The company's third-quarter print was released October 27, 2025, followed by an earnings call where Choi and Cunha laid out the customer-experience reset and reiterated focus areas for the holiday period. The Avis First product page and July 28 launch announcement preview how the concierge model is intended to work as its airport list expands.

Analysis

For corporate travel managers, the message is that Avis intends to compete on dependable turnaround and car quality, not just rate cards. If the company sustains expanded concierge coverage and faster ready-line pull times, that can reduce missed meetings and overtime charges that quietly increase total trip cost. The trade-off is price: management telegraphed a desire for a "structurally higher" base, so watch for firmer RPD paired with service SLAs and escalation paths in new or renewed agreements.

Leisure travelers should evaluate whether a curbside handoff at their airport is worth the premium. In major hubs where lots, trams, and counters add 20 to 40 minutes, a true terminal-side pickup can be the difference between catching a resort shuttle and waiting an hour, especially with children or heavy luggage. If your route does not yet offer Avis First, look for smaller signs of the reset, for example cleaner vehicles at pickup, steadier staffing at peak times, and clearer digital notifications on stall and key location.

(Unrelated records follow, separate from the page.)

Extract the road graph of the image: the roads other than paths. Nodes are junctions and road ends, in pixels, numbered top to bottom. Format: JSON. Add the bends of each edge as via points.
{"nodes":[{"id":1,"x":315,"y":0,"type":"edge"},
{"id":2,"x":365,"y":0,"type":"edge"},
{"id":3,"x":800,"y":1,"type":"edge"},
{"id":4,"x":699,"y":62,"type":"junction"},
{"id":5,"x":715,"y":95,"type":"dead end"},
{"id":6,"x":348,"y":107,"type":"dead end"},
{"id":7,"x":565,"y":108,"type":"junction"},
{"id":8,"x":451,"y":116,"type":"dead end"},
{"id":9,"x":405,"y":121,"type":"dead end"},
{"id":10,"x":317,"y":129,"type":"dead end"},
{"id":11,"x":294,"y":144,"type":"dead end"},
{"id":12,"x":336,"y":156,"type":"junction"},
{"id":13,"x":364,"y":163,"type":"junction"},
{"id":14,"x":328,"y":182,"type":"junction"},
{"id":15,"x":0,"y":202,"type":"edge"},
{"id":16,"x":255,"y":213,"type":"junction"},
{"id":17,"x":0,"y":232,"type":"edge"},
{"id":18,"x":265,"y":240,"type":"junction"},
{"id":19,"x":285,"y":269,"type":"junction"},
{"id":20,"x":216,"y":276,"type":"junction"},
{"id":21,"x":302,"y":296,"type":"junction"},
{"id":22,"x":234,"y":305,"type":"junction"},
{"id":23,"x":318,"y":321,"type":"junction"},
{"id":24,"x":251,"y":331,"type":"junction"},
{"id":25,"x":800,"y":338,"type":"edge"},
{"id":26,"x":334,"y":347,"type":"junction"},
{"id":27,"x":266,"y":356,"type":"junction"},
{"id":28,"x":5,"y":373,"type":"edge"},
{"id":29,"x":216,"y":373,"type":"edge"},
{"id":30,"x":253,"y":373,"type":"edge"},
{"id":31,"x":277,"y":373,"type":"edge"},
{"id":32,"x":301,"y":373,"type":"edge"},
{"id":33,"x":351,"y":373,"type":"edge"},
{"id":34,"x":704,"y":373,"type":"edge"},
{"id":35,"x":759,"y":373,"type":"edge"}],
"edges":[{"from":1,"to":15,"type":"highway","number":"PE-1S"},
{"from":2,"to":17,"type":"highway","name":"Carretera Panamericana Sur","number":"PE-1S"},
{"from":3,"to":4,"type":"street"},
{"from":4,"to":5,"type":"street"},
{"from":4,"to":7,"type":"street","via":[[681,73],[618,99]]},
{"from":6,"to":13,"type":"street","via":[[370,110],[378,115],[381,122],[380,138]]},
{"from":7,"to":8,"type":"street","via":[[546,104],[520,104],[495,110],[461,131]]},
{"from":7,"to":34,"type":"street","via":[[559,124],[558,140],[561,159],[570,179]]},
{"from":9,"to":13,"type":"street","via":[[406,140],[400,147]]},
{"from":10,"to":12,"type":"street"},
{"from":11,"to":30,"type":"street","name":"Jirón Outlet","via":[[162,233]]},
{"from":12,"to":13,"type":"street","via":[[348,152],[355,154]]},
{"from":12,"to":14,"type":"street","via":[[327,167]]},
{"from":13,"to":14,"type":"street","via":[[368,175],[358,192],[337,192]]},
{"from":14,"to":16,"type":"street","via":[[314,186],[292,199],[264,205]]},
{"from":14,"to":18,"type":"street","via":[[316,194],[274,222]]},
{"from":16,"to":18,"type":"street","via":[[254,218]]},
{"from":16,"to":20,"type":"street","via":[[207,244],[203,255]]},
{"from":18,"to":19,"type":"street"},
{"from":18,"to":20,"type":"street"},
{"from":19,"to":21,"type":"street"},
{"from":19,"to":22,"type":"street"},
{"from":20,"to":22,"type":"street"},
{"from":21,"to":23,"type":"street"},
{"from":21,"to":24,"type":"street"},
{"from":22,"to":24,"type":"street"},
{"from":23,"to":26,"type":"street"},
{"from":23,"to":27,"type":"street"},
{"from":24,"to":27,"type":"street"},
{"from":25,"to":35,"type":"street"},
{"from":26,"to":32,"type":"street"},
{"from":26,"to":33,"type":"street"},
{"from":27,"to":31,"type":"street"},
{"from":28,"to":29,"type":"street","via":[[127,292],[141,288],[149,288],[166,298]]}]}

Finally, keep an eye on the operational risks. Recall waves can dent availability with little notice, and shutdown-linked demand shifts can skew fleets toward leisure markets during holidays. The company's guidance suggests both issues remain live into year-end, which argues for booking earlier, confirming pickup location specifics the day before travel, and keeping a backup supplier in the reservation cart when timings are tight.

Final thoughts

Avis is trying to earn back time and trust, not only dollars, by making the experience feel predictably premium where travelers actually feel friction, at the curb. If the company can keep adding airports and hold the line on quality without over-stretching fleets, the reset could stick through 2026.